Pero vaciló. Tontamente, vaciló.
La puerta se cerró.
Y la oportunidad pasó.
Aturdida, Shai se dirigió a su cama y se sentó en el borde, con la carta falsificada todavía oculta en su manga. ¿Por qué había vacilado? ¿Tan débiles eran sus instintos de autopreservación?
«Puedo esperar un poco más —se dijo—. Hasta que esté terminada la Marca de Esencia de Ashravan».
Llevaba días diciéndoselo. Semanas, en realidad. Cada día que se iba acercando a la fecha límite era otra oportunidad para que Frava actuara. La mujer regresaba con otros pretextos para llevarse las notas de Shai y hacerlas analizar. En poco tiempo las notas llegarían al punto en que el otro falsificador no tendría que esforzarse mucho para terminar la obra de Shai.
Eso al menos pensaría él. Cuanto más progresaba Shai, más cuenta se daba de lo imposible que era ese proyecto. Y mayor era su ansia de hacerlo funcionar de todas formas.
Sacó su libro sobre la vida del emperador y pronto se encontró repasando sus años de juventud. La idea de que Ashravan no volviera a vivir, de que toda la obra de Shai fuera una simple distracción mientras intentaba escapar… Esos pensamientos eran físicamente dolorosos.

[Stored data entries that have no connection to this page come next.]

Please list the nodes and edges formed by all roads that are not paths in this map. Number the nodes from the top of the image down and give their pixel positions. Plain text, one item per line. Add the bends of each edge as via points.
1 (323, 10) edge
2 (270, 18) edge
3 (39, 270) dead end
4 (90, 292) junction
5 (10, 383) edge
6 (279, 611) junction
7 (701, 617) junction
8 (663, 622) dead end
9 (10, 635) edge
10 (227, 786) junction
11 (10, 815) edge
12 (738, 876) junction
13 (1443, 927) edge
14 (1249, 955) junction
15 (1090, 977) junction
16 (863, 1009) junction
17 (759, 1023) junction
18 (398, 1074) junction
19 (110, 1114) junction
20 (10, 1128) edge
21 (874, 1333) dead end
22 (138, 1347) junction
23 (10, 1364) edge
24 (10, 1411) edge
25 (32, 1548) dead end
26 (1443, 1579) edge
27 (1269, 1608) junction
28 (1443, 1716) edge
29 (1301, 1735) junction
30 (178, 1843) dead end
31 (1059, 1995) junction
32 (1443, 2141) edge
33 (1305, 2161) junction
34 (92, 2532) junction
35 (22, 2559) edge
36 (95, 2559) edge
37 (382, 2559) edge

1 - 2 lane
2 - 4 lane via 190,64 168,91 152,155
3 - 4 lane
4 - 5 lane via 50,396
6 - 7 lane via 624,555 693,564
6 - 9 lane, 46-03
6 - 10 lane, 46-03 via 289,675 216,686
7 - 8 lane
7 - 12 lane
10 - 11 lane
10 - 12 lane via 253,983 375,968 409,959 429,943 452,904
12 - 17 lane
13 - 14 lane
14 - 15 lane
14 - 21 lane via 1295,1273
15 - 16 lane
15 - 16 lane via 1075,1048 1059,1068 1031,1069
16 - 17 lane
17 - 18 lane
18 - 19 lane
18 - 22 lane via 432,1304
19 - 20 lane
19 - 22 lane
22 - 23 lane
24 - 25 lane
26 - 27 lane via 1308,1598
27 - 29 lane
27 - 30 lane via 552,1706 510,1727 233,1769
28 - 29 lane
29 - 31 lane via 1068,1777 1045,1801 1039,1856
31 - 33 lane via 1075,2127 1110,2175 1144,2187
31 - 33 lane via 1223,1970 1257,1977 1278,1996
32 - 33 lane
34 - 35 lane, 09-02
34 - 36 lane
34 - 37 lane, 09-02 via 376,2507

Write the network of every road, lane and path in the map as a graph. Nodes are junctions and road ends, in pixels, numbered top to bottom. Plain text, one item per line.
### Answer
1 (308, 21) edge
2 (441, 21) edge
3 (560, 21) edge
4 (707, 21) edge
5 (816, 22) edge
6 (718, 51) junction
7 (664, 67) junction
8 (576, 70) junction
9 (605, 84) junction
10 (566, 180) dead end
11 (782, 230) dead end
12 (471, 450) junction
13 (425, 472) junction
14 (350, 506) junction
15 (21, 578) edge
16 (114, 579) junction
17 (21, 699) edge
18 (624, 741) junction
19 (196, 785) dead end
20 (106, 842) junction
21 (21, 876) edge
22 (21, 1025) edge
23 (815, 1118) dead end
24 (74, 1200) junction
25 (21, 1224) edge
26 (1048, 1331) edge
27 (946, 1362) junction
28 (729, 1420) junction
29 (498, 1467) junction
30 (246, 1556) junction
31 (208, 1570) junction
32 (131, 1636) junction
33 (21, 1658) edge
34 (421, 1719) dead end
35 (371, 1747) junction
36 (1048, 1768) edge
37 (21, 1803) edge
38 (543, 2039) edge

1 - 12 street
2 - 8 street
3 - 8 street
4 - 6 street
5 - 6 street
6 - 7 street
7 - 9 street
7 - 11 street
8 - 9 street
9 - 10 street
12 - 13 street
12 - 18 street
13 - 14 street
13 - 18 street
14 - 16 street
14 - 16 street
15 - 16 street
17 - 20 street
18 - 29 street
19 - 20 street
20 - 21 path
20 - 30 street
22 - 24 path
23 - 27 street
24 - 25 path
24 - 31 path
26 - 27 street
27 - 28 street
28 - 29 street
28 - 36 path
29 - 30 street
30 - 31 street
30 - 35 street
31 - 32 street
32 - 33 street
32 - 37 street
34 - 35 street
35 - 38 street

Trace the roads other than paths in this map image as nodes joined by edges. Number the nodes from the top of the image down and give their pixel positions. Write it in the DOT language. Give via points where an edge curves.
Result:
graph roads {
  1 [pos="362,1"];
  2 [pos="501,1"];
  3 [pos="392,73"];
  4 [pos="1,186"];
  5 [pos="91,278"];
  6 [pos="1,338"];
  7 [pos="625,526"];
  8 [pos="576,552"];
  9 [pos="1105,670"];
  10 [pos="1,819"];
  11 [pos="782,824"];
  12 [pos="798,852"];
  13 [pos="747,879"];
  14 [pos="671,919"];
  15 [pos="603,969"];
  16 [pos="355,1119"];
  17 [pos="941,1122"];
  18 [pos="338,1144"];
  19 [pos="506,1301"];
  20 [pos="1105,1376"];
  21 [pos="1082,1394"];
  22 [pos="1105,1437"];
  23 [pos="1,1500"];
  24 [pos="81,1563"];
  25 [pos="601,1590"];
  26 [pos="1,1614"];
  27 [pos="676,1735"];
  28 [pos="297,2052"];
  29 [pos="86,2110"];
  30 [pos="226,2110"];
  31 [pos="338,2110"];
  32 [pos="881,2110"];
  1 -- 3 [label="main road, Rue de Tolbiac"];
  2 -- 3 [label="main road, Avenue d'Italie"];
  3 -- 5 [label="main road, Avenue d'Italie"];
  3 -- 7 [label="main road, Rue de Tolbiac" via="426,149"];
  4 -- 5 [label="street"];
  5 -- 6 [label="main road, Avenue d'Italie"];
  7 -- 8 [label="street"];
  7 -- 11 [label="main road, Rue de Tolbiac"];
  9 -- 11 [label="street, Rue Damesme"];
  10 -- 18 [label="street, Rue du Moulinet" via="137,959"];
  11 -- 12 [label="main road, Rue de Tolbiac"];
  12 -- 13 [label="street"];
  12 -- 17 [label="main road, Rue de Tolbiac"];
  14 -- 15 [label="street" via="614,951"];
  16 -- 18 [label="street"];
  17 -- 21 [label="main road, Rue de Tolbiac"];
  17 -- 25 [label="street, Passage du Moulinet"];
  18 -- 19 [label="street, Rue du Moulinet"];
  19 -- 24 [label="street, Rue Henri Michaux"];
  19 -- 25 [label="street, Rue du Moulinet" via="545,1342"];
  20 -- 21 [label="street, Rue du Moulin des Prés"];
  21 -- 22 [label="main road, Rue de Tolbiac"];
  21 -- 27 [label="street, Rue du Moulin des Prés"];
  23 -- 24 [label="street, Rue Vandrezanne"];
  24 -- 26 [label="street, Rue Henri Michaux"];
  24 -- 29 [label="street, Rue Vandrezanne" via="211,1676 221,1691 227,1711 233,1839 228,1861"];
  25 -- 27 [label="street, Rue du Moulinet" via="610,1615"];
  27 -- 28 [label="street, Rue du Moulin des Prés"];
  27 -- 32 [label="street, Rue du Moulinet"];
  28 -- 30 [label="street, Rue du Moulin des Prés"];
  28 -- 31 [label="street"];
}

«Noches —pensó Shai—. Le has cogido cariño. ¡Empiezas a verlo como lo ve Gaotona!» No debería de sentirse así. Nunca lo había llegado a conocer. Además, era una persona despreciable.
Pero no lo había sido siempre. No, lo cierto es que nunca había sido verdaderamente despreciable. Era mucho más complejo que eso. Todas las personas lo eran. Ella podía comprenderlo, podía ver…
—¡Noches! —exclamó, levantándose y apartando el libro. Necesitaba despejar su mente.
Cuando Gaotona llegó a la habitación seis horas más tarde, Shai estaba apretando un sello contra la pared del fondo. El anciano abrió la puerta y entró; luego se detuvo cuando la pared se inundó de color.
Del sello de Shai brotaban espirales de enredaderas como chorros de pintura. Verde, escarlata, ámbar. La pintura crecía como algo vivo, brotaban hojas de las ramas, racimos de frutas explotaban en suculentos estallidos. Los dibujos se hacían más y más densos, ribetes dorados que surgían de la nada y corrían como arroyos, orlas de hojas, todo ello reflejando la luz.
El mural se amplió, cada centímetro imbuido de una ilusión de movimiento. Enredaderas curvadas, espinas inesperadas asomando detrás de las ramas. Gaotona dejó escapar un suspiro de asombro y se detuvo junto a Shai. Detrás, Zu entró en la habitación, y los otros dos guardias se marcharon y cerraron la puerta.
Gaotona extendió la mano y palpó la pared, pero, naturalmente, la pintura estaba seca. Por lo que la pared sabía, la habían pintado así hacía años. Gaotona se arrodilló y contempló los dos sellos que Shai había puesto en la base de la pintura. Solo el tercero, colocado encima, había disparado la transformación; los primeros sellos eran notas de cómo iba a ser creada la imagen. Guías, una revisión de la historia, instrucciones.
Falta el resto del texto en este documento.